Emilie’s deep honesty and willingness to see what lies beneath our culture’s preoccupation with performance is mind-blowing. How would our culture be different if we were present and engaged in learning and living rather than trying to meet some benchmark? How much time do we waste dreaming about things that don’t matter and that don’t recognize our individuality? We continue to sacrifice our joy and individuality to meet expectations.
In “Book of Records,” Emilie returns us to the wonder of being alive. The poem is shaped by repetition, beginning with anxious, compressed phrases which broaden as it affirms a deeper, individuated sense of self.
Read “Book of Records” in Synkroniciti’s “Dreams” issue, available for purchase here: https://synkroniciti.com/the-magazine/purchase-individual-issues/.

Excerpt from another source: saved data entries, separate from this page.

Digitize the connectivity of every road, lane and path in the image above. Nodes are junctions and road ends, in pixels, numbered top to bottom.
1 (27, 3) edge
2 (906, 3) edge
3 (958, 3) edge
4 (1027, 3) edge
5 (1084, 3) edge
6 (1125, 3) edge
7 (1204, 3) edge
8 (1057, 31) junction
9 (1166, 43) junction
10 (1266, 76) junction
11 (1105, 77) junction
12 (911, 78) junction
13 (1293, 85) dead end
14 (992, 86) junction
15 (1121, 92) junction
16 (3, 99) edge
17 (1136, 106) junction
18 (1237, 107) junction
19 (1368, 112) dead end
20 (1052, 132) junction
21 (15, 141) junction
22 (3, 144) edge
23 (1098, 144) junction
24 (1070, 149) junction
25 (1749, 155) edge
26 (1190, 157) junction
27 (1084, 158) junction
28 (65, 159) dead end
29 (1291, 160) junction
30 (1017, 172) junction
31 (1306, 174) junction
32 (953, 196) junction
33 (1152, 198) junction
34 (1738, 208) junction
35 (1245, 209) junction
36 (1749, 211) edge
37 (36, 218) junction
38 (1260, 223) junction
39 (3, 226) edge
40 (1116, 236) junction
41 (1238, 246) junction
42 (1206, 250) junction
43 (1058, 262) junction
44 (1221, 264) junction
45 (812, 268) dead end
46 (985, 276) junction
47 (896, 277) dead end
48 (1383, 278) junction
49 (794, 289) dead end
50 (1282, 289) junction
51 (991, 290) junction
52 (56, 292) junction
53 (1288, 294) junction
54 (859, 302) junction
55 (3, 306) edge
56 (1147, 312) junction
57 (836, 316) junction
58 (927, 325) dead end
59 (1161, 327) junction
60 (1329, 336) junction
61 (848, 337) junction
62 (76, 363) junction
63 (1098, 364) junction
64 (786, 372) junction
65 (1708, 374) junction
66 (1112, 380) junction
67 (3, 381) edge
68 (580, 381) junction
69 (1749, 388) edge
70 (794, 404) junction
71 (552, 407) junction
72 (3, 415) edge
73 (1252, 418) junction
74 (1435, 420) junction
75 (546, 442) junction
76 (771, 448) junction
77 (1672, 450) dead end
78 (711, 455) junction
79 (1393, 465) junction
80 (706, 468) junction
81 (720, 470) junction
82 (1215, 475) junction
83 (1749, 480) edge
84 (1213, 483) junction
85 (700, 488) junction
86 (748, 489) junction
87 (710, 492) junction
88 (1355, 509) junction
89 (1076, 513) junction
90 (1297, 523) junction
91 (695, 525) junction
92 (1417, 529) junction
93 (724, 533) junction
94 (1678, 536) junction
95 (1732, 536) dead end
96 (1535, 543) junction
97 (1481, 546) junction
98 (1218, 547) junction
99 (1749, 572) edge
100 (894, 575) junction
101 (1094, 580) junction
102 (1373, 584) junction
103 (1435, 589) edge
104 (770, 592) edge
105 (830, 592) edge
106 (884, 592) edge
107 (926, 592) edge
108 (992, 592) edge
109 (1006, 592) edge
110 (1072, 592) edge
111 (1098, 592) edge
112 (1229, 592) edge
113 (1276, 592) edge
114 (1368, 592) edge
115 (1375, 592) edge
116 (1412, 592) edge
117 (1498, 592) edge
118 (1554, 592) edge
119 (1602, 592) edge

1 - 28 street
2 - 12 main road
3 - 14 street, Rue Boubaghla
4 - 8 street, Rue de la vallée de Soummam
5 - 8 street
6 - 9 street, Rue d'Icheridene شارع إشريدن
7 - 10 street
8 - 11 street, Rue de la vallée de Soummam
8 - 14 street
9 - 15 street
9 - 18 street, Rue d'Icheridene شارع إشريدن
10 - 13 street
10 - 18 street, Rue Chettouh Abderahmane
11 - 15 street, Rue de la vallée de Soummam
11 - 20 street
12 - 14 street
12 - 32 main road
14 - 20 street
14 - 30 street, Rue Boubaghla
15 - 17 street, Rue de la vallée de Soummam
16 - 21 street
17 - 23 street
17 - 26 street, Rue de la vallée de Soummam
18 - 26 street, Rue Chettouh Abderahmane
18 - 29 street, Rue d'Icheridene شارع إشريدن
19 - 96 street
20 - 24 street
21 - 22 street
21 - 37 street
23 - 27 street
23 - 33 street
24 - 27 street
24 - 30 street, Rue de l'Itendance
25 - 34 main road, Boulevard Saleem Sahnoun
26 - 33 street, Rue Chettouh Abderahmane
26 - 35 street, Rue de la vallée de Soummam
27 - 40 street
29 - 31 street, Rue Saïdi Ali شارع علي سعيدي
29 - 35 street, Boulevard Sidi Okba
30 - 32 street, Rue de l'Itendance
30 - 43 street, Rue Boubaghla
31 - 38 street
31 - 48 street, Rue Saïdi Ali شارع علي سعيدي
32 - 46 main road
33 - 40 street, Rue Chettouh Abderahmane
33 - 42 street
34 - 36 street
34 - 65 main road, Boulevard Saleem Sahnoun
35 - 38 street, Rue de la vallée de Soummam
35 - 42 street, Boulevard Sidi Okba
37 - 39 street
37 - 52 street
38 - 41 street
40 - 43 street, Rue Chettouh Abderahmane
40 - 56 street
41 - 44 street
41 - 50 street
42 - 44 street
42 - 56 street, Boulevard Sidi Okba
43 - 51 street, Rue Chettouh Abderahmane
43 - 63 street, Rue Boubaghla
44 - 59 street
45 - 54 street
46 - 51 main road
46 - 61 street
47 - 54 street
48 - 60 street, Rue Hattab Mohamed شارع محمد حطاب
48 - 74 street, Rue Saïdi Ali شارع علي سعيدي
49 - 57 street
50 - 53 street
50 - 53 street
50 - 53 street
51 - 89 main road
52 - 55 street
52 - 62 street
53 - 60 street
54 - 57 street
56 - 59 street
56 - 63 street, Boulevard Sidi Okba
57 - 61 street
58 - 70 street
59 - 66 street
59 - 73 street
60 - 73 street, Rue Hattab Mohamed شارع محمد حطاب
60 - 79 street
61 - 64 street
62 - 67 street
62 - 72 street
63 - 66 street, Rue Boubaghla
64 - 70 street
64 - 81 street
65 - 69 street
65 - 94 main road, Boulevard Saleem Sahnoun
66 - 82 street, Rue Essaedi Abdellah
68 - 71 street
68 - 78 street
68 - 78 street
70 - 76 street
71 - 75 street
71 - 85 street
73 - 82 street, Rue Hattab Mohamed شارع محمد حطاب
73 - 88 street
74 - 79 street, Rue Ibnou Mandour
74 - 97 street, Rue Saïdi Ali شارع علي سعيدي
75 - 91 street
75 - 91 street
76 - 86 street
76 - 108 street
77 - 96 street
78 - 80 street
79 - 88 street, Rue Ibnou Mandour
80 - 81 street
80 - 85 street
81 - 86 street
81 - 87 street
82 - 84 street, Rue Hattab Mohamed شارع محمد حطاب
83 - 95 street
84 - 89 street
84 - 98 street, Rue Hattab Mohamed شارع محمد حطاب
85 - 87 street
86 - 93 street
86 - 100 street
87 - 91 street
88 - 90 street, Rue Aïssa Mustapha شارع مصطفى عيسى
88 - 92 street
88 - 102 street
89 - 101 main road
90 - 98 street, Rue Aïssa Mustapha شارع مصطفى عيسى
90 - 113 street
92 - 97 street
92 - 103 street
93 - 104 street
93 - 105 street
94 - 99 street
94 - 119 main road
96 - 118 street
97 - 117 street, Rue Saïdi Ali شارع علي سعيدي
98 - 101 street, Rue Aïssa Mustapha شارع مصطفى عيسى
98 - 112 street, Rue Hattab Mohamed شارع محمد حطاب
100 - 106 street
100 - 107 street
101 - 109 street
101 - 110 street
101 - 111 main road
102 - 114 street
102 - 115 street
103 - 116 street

Emilie Lygren is a poet and outdoor educator who is deeply curious about spiderwebs, people, and moving water. In her teaching and writing, Emilie focuses on the intersections between scientific observations and poetic wonder. She also loves cooking, walking, napping in hammocks, and talking to strangers. If you ever meet Emilie, she would love to hear a story about a special tree you’ve met at some point in your life. In return, she will tell you about a sycamore.
Emilie is the author of two collections of poetry: What We Were Born For (Blue Light Press, 2021) and Once I was a stone (Wayfarer Books, 2025).